Department of Environmental Science, Zhejiang University, Hangzhou, 310058, China.
Zhejiang Provincial Key Laboratory of Organic Pollution Process and Control, Zhejiang University, Hangzhou, 310058, China.
Environ Sci Pollut Res Int. 2020 May;27(15):18412-18422. doi: 10.1007/s11356-020-08291-5. Epub 2020 Mar 18.

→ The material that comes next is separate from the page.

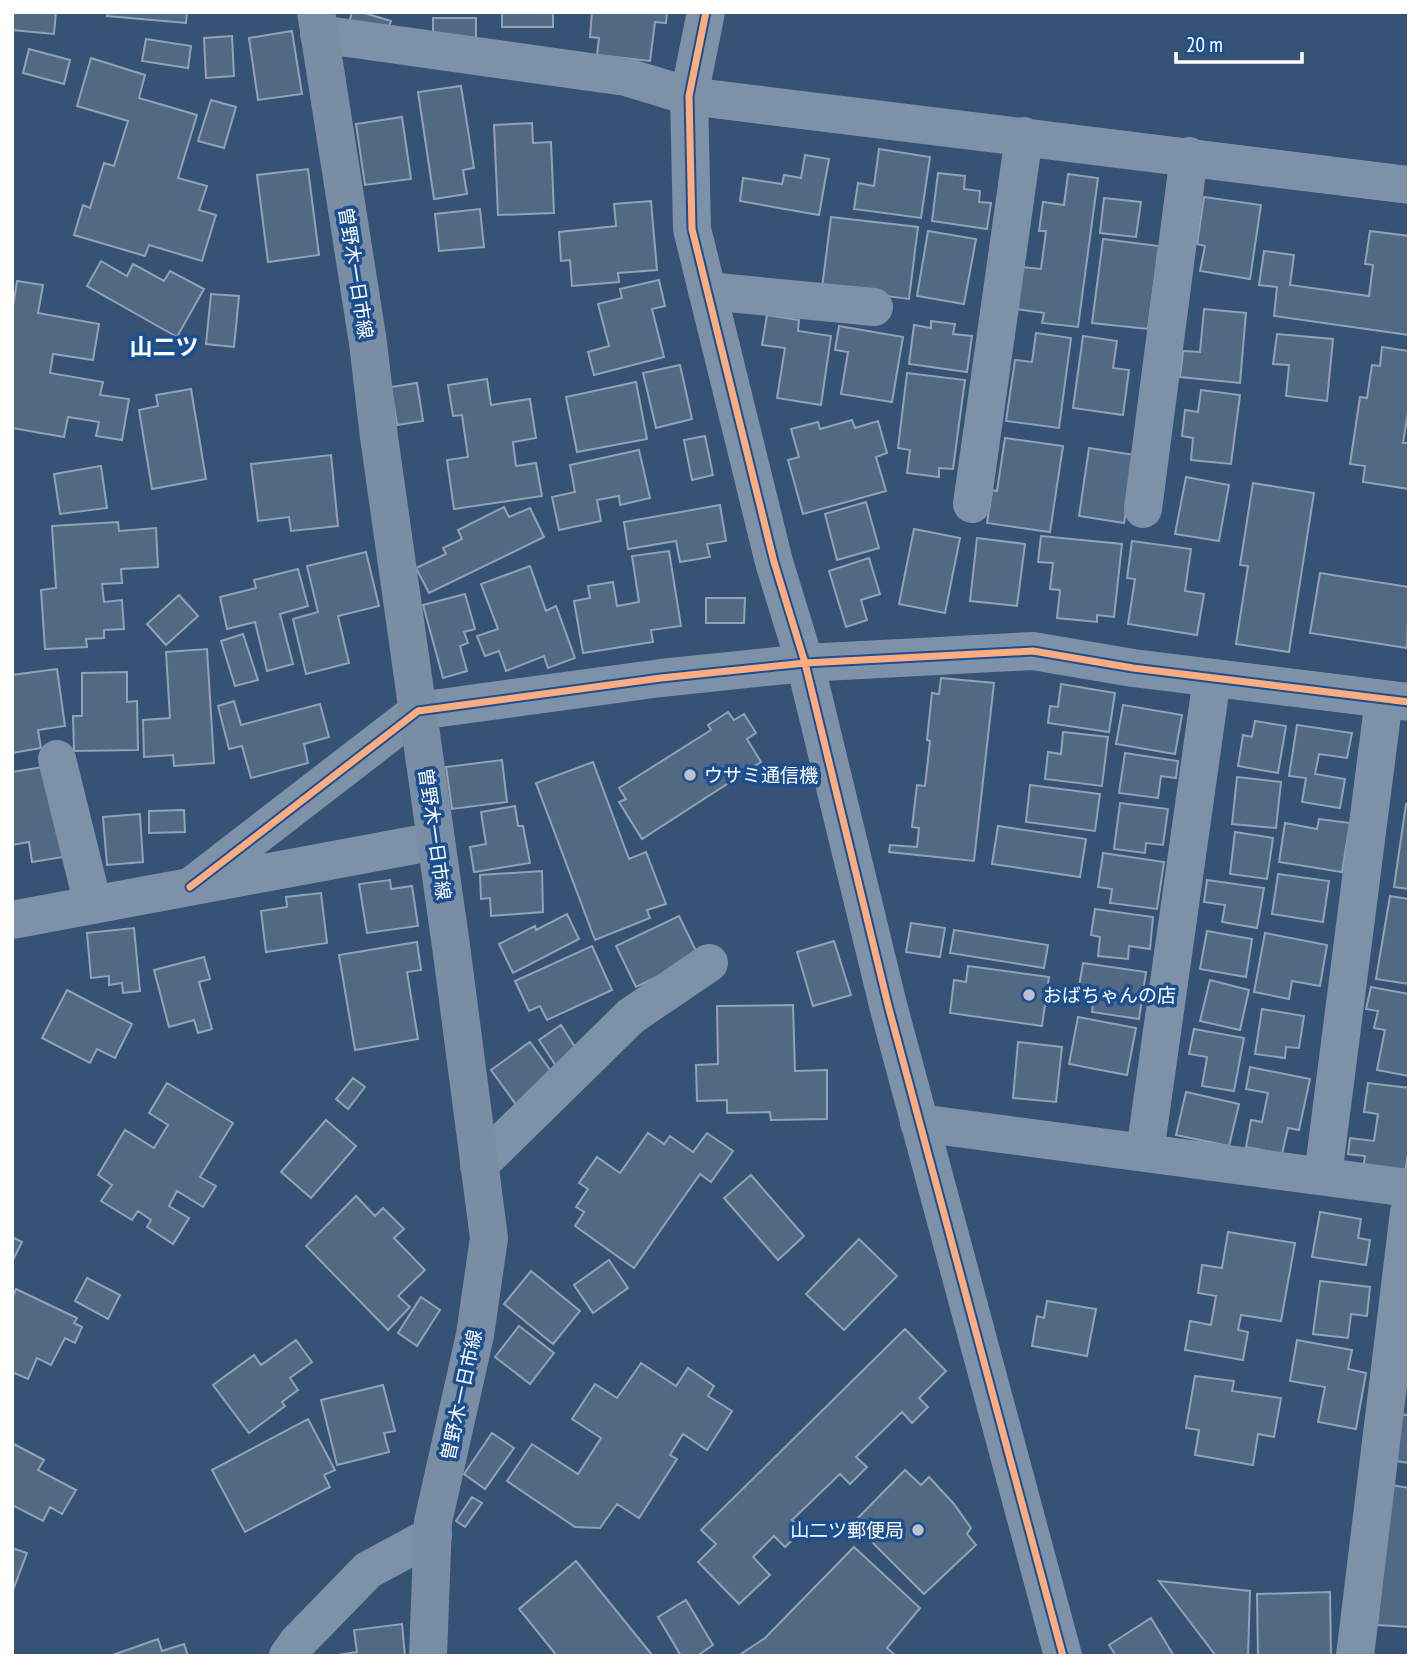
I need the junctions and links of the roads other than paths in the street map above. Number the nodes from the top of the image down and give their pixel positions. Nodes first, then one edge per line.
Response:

Biochar (BC) colloids attract increasing interest due to their unique environmental behavior and potential risks. However, the interaction between BC colloids and organic contaminants that may affect their fates in the environment has not been substantially studied. Herein, adsorption and desorption of phenanthrene (PHN), atrazine (ATZ), and oxytetracycline (OTC) by a series of BC colloids derived from bulk rice straw BC samples with 6 pyrolysis temperatures (200-700 °C), and 3 particle sizes (250 nm, 500 nm, and 1 μm) were investigated. Regardless of pyrolysis temperature, BC colloids from a given sized bulk BC had a comparable size, being 30 ± 6, 70 ± 18, and 140 ± 15 nm corresponding to the three sized bulk BCs, respectively. The adsorption kinetics curves were well explained by the pseudo-second-order model, and pore diffusion was the primary rate-determining step. Both Freundlich and Langmuir models well fitted the adsorption isotherms. With increasing pyrolysis temperature or decreasing particle size of bulk BC, the specific surface area and pore volumes of the derived BC colloids increased, the kinetics model fitted adsorption rates (k) of the three organics by the BC colloids all largely decreased, and the Langmuir model fitted adsorption capacities (Q) increased. The highest Q was obtained by BC colloids from the smallest (250 nm) bulk BC with the highest pyrolysis temperature (700 °C), being 212 μmol g for PHN, 815 μmol g for ATZ, and 72.4 μmol g for OTC. The adsorption was reversible for PHN and ATZ, while significant desorption hysteresis was observed for OTC on BC colloids with middle pyrolysis temperatures (300-500 °C). The underlying mechanisms including hydrophobic interaction, π-π electron donor-acceptor interaction, molecular size effect, and irreversible reactions were discussed to explain the difference in the adsorption and desorption behaviors. The findings increased our understanding of the environmental fate and risk of BC.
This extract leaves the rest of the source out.